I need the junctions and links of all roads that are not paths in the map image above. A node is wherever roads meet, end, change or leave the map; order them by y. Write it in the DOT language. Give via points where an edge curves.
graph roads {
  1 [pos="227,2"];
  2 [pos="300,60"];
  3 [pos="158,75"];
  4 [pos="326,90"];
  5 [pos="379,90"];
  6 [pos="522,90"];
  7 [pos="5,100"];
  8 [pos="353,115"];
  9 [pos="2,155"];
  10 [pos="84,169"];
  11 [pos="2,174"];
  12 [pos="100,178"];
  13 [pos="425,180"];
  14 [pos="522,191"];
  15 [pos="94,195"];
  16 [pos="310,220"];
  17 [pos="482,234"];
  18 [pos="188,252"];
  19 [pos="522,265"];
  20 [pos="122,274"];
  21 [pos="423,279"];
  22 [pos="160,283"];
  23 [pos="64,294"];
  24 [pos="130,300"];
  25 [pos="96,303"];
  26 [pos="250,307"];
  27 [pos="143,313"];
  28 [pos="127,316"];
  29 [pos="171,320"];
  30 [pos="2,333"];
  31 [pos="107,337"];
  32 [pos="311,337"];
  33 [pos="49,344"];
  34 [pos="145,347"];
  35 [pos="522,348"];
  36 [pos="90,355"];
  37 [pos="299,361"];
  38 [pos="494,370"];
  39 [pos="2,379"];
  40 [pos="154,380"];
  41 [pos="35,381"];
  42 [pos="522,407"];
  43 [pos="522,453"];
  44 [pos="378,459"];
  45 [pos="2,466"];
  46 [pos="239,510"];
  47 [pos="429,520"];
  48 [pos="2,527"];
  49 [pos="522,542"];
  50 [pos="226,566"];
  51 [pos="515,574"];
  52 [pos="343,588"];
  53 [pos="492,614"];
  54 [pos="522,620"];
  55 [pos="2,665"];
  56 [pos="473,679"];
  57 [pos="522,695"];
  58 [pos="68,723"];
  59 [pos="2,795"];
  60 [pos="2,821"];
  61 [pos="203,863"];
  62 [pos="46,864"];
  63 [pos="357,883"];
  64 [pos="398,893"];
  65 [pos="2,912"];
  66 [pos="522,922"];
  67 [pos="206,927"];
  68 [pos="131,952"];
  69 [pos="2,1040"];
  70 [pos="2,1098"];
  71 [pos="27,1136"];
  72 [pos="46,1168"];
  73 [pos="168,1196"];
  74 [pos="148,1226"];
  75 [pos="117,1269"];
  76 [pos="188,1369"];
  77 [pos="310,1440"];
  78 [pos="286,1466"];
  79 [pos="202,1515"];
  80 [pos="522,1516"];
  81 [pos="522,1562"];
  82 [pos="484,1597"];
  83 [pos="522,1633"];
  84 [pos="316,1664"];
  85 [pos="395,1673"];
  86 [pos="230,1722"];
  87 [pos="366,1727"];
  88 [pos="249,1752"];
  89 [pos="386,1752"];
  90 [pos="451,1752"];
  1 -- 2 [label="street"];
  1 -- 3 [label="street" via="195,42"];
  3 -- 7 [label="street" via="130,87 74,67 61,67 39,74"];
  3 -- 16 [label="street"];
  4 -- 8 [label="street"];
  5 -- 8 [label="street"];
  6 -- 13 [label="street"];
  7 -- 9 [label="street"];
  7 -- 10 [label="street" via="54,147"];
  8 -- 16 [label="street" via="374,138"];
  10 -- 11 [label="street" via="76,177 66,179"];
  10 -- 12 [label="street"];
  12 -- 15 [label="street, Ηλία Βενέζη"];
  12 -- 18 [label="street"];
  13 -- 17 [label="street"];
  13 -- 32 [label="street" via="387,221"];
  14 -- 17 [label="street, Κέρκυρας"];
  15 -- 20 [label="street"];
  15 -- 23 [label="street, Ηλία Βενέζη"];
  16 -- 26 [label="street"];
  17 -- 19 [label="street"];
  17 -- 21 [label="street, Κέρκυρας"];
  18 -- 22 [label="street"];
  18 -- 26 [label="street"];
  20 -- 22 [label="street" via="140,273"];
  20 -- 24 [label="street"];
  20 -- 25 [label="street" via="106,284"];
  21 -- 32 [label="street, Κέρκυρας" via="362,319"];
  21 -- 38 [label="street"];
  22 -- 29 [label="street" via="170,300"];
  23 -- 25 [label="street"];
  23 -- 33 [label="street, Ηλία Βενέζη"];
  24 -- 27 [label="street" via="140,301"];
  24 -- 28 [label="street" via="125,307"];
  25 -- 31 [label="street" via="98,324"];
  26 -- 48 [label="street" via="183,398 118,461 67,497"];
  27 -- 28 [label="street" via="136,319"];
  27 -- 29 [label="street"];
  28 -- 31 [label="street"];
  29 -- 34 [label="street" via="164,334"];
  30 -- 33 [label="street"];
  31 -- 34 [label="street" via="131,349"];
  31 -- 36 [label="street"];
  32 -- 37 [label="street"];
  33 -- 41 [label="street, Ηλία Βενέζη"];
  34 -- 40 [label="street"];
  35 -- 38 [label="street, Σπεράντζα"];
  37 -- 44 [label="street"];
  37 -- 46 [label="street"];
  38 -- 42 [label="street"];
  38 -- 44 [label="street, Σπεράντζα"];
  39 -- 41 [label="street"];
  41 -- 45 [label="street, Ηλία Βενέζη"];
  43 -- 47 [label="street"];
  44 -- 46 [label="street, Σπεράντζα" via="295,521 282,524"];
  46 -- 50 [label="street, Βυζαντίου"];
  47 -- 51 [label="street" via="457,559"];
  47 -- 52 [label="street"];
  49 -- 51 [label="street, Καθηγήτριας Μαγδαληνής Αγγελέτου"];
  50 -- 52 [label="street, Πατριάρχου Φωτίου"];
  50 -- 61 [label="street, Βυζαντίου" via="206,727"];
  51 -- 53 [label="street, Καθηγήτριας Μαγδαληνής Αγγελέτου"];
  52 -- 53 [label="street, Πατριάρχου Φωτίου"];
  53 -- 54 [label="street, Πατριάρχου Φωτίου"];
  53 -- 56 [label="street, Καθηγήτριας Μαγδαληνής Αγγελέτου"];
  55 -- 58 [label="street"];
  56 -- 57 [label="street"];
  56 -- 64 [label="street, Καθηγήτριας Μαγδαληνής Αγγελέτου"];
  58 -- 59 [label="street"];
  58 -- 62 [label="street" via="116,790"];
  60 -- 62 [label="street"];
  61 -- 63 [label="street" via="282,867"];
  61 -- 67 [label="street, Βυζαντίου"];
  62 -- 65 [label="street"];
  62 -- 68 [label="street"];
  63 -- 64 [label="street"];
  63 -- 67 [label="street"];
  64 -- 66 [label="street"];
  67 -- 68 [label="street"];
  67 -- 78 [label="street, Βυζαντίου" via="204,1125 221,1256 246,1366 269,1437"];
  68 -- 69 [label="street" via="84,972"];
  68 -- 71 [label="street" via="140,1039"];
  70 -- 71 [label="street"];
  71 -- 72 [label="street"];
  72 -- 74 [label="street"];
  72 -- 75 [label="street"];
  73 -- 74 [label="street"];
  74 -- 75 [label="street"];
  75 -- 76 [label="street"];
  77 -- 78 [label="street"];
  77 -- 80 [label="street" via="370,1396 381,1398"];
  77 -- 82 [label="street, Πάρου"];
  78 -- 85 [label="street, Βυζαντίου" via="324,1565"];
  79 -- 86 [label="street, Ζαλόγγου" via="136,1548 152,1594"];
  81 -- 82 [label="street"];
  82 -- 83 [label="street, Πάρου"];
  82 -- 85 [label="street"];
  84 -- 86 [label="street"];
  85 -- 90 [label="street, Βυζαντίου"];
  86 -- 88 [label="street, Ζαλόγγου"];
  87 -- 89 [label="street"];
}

•••••

• Problem statement: Tally the lines of the material above that include the string "Καθηγήτριας", then give the number with no other text.

• Your solution: 4